The article is organized as follows: In the next section, background information is covered. Past work on combining fuzzy logic and nutrition is reviewed. The features of non-fuzzy diet journaling software are enumerated and evaluated. An overview of Type-1 and Type-2 fuzzy logic controllers is given, including the strength of Type-2 over Type-1 in its representation of uncertainty. The differences between singleton and non-singleton inputs are evaluated. Fuzzy arithmetic is explained, especially with regard to piecewise linear fuzzy sets, which can be used to model uncertainty when accumulating input data. Modeling nutrient value uncertainty as fuzzy geometries is discussed, followed by an overview of uncertainty for nutrition labels and a standard reference database, culminating in a methodology of combining these data to extend a model of nutritional uncertainty with an IT2FS. Dietary reference intakes are explained and used to produce antecedents for an IT2FS.
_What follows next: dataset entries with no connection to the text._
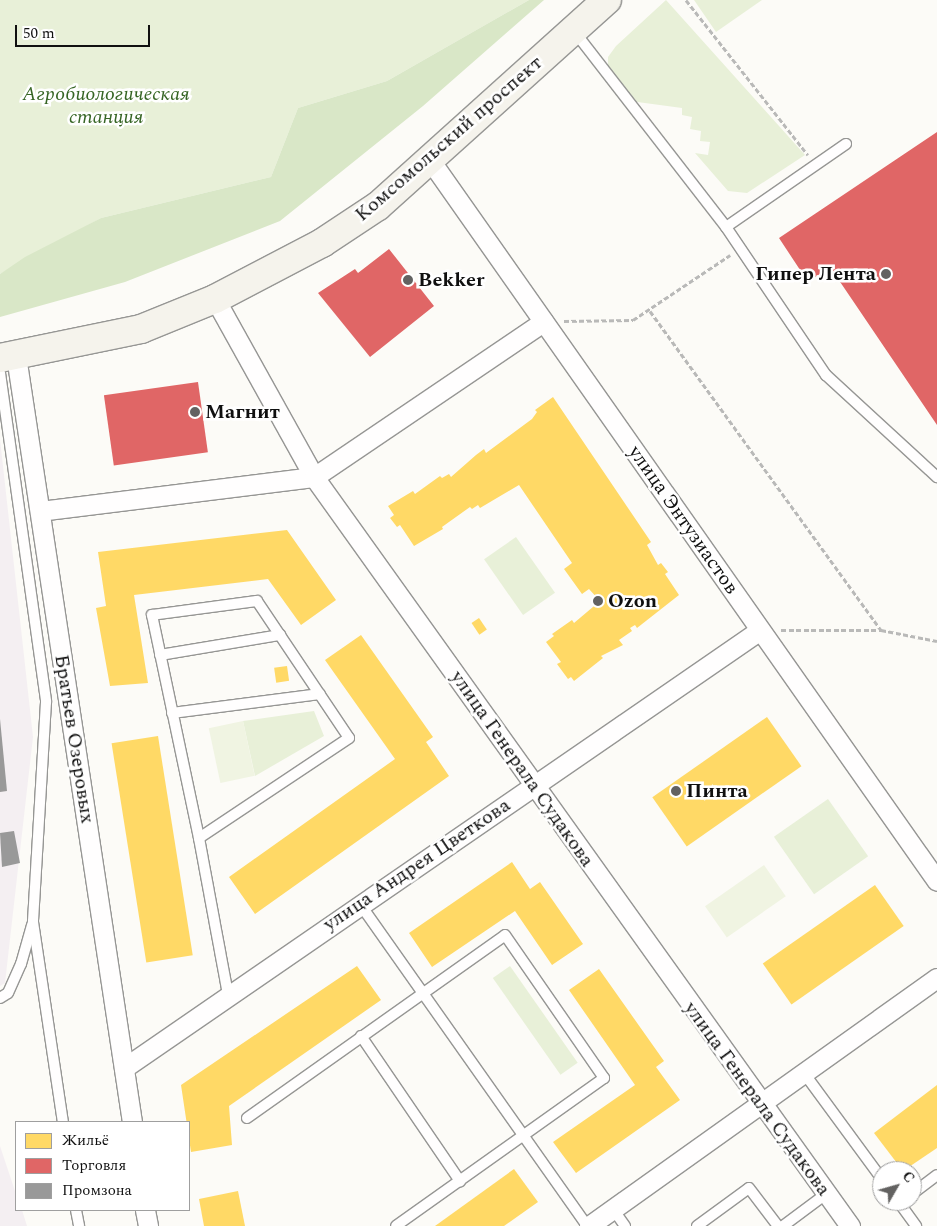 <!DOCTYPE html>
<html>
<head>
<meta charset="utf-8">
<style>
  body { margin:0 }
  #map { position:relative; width:937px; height:1226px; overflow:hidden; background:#fcfbf7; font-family:Spectral,serif }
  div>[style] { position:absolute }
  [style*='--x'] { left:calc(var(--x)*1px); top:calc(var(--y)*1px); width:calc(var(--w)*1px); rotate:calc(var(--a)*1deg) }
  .industrial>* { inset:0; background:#f4eff2 }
  .green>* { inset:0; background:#e8f0d8; transform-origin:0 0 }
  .forest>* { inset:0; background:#d9e7c7 }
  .pitch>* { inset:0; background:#f0f4e2; transform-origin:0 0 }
  .homes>* { inset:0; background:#ffd966; transform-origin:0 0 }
  .shops>* { inset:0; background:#e06666; transform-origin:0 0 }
  .industry>* { inset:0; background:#999 }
  .path>* { height:3px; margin-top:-1.5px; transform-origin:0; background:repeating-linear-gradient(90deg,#b9b9b8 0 5px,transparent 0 7.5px) }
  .roads { filter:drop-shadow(1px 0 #969694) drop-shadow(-1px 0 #969694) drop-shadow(0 1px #969694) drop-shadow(0 -1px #969694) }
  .lane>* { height:10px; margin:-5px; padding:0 5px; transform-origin:5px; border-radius:5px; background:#fffefe }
  .street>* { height:19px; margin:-9.5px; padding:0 9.5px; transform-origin:9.5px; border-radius:9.5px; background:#fffefe }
  .secondary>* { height:28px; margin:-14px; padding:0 14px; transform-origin:14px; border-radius:14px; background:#f5f3ec }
  .dots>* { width:14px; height:14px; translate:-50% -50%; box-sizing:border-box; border:2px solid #fff; border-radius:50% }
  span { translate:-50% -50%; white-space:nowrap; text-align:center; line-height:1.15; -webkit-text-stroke:5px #fff; paint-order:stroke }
  .park-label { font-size:20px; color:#366524; font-style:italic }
  .street-label { font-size:20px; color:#101010 }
  .poi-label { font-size:20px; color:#101010; font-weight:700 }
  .right { translate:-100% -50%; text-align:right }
  .left { translate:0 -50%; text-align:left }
  .legend { position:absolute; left:15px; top:1121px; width:175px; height:90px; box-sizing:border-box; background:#fff; border:1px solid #9f9f9f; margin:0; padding:6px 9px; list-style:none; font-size:15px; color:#101010 }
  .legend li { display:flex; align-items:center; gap:10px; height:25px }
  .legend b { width:25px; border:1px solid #9f9f9f }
  .north { position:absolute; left:872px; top:1161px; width:50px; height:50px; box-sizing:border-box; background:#fff; border:1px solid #9f9f9f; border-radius:50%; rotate:52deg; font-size:14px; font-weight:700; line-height:20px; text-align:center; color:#101010 }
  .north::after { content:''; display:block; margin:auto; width:18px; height:22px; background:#636261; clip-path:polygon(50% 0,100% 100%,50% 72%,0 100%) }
  .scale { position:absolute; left:15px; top:25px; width:135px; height:22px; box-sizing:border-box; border:2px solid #101010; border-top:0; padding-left:6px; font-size:15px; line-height:18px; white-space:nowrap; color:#101010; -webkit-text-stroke:4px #fff; paint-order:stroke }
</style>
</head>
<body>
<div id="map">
  <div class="industrial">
    <i style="clip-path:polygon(0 439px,33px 737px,5px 983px,0 986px)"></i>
    <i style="clip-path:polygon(0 1146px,16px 1194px,16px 1210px,22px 1210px,27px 1226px,0 1226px)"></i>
  </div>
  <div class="green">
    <i style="clip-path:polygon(0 0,529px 0,387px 81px,298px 108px,271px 177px,101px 218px,0 274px)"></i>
    <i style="clip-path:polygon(666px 0,805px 155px,747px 193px,728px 191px,695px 153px,708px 155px,710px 142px,700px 141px,701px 131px,690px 129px,692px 117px,682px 115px,682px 108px,630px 101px,608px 68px,608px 57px,616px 46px)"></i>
    <i style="clip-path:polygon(694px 0,762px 0,716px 32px)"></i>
    <i style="left:516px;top:537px;width:68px;height:39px;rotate:55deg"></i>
    <i style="clip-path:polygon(314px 711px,324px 736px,255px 776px,243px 721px)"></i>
    <i style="left:828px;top:799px;width:70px;height:66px;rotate:55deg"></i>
    <i style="left:510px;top:966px;width:118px;height:21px;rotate:55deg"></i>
  </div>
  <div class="forest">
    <i style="clip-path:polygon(529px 0,544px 0,423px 106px,280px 221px,125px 282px,0 317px,0 274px,25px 257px,101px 218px,271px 177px,298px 108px,387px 81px)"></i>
  </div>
  <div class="pitch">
    <i style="left:243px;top:721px;width:56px;height:35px;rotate:78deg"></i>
    <i style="left:764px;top:865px;width:38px;height:72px;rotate:55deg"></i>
  </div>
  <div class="homes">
    <i style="clip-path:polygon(553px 397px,651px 542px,647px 545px,658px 565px,661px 563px,668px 572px,665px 574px,679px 595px,637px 628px,635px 625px,630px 628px,632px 631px,619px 640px,623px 645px,601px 656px,603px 658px,574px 681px,571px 677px,568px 679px,557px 664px,561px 662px,546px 642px,554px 636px,552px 634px,572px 620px,574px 623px,600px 601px,589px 589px,582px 594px,564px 569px,572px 563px,519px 485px,480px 508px,478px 505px,472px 509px,470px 507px,442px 527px,443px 529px,414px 546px,400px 525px,397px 527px,390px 518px,394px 515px,388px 506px,413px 491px,415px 494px,440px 476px,442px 478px,449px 474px,451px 477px,476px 455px,484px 449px,486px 453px,532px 419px,537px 412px,535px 410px)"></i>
    <i style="clip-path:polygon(287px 530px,336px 600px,301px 625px,268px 579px,134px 595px,148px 683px,110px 686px,96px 608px,106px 606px,98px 552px)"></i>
    <i style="left:479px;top:618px;width:14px;height:9px;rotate:56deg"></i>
    <i style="clip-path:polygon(361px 635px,433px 737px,426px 742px,449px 776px,255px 914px,229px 877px,395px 759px,325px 660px)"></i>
    <i style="left:287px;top:666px;width:15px;height:13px;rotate:82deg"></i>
    <i style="left:767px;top:717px;width:60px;height:140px;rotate:55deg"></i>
    <i style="left:158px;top:736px;width:222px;height:47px;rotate:81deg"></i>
    <i style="clip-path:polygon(512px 862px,530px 889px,540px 882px,583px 944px,552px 965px,515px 911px,432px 967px,409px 933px)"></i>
    <i style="left:875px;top:885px;width:50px;height:137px;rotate:55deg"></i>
    <i style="clip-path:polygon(357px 966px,381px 1000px,229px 1106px,232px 1145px,191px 1152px,181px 1085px)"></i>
    <i style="clip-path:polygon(599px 969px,664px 1061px,656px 1067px,680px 1100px,576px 1173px,553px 1142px,635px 1085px,569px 990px)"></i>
    <i style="clip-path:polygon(937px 1085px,937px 1148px,903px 1171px,874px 1133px)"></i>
    <i style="clip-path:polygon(514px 1169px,538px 1202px,504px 1226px,435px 1226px)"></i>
    <i style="clip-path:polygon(238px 1191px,245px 1226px,204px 1226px,199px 1199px)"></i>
  </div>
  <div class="shops">
    <i style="clip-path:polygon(937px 132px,937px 425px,830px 267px,808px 282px,779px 238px)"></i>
    <i style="clip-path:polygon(389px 249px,434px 306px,370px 357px,318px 293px,355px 269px,358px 273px)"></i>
    <i style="left:198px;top:382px;width:71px;height:95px;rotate:82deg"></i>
  </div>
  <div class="industry">
    <i style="clip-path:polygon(0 719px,7px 791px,0 792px)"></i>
    <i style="clip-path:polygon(14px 831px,20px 863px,2px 867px,0 833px)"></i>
  </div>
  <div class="path">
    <i style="--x:686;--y:0;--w:197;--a:51.8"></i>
    <i style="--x:650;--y:311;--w:394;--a:54.1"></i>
    <i style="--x:564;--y:321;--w:69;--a:-0.8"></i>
    <i style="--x:633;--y:320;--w:117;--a:-33.8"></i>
    <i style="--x:781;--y:630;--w:100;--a:0"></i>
    <i style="--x:881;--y:630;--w:57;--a:11.1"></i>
  </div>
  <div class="roads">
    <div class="lane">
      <i style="--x:574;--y:31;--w:248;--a:52.2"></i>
      <i style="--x:726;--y:227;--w:179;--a:56"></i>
      <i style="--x:826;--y:375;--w:151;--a:42.6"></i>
      <i style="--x:726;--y:227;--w:146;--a:-34.7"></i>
      <i style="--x:0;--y:373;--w:332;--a:82"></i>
      <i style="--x:46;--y:702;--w:220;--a:93.4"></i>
      <i style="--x:33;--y:922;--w:202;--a:81.5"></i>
      <i style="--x:160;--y:655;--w:122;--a:-9.5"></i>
      <i style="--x:172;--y:713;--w:149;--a:-7.3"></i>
      <i style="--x:199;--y:838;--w:228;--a:-101.9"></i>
      <i style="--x:152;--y:615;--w:106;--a:-7.6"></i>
      <i style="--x:257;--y:601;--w:165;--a:56.1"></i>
      <i style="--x:349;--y:738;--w:180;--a:146.3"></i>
      <i style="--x:199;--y:838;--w:159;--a:79.5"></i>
      <i style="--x:360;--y:904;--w:394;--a:54.8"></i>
      <i style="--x:0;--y:998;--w:9;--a:-32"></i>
      <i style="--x:8;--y:993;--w:32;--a:-66"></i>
      <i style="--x:21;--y:964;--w:41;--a:-74.2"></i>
      <i style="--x:361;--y:1036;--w:176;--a:55.7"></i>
      <i style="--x:804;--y:1073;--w:132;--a:53.7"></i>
      <i style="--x:247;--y:1118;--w:316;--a:-35.3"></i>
      <i style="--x:505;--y:935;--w:174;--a:55.3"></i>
      <i style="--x:604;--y:1078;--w:255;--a:144.6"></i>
      <i style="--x:912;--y:1194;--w:31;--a:-37"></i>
      <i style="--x:898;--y:1201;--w:31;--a:54"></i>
      <i style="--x:613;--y:1209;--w:21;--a:55"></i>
      <i style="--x:76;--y:1210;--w:16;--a:79"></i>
      <i style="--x:697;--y:1226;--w:64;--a:-36.2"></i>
      <i style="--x:749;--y:1188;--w:48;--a:52.7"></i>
      <i style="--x:783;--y:1226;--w:54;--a:-36.7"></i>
    </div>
    <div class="street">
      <i style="--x:430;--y:160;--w:881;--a:54.89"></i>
      <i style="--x:215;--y:299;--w:204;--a:60.9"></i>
      <i style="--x:314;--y:477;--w:921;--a:54.41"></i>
      <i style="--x:16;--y:356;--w:775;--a:81.39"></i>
      <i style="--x:40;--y:511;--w:276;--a:-7.1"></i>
      <i style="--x:314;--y:477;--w:277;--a:-34.1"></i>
      <i style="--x:124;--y:1068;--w:772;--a:-34.55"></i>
      <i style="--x:145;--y:1210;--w:16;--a:79"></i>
      <i style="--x:589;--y:1226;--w:427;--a:-35.5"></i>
    </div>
    <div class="secondary">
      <i style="--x:0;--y:358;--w:144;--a:-11.6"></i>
      <i style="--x:141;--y:329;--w:80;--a:-22.1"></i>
      <i style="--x:215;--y:299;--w:121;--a:-27.6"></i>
      <i style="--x:322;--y:243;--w:67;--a:-33.5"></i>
      <i style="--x:378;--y:206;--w:308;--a:-42"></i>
    </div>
  </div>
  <div class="dots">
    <i style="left:886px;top:274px;background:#636261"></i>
    <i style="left:408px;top:280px;background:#636261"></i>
    <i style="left:195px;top:412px;background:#636261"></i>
    <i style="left:598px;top:601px;background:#636261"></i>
    <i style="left:676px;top:791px;background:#636261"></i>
  </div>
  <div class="park-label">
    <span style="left:106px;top:106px">Агробиологическая<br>станция</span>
  </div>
  <div class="street-label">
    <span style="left:449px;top:139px;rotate:-41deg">Комсомольский проспект</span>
    <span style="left:683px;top:520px;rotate:55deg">улица Энтузиастов</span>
    <span style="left:74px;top:739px;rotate:81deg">Братьев Озеровых</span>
    <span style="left:522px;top:769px;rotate:55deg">улица Генерала Судакова</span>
    <span style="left:417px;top:865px;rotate:-34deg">улица Андрея Цветкова</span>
    <span style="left:757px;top:1099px;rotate:54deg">улица Генерала Судакова</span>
  </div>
  <div class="poi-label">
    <span class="right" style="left:876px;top:274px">Гипер Лента</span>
    <span class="left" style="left:418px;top:280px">Bekker</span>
    <span class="left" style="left:205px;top:412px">Магнит</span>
    <span class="left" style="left:608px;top:601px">Ozon</span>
    <span class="left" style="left:686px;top:791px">Пинта</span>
  </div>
  <ul class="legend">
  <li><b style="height:14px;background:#ffd966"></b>Жильё</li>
  <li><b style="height:14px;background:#e06666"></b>Торговля</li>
  <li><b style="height:14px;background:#999"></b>Промзона</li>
  </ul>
  <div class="north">С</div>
  <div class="scale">50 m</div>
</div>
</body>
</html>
In the system requirements/design section, a philosophy of uncertainty is given, and the topics covered in the background section are combined to describe a coherent diet journaling system that models all the previously described nutritional uncertainty in its calculations.
Then, in the system architecture section, the component architecture is described, including class diagrams for each managed component. The user interface for the developed system is described in the user interface section. Following that is a section comparing the system in this work and the previous work (Krbez & Shaout, 2013). Finally, the last section makes conclusions based on the results of the implemented system.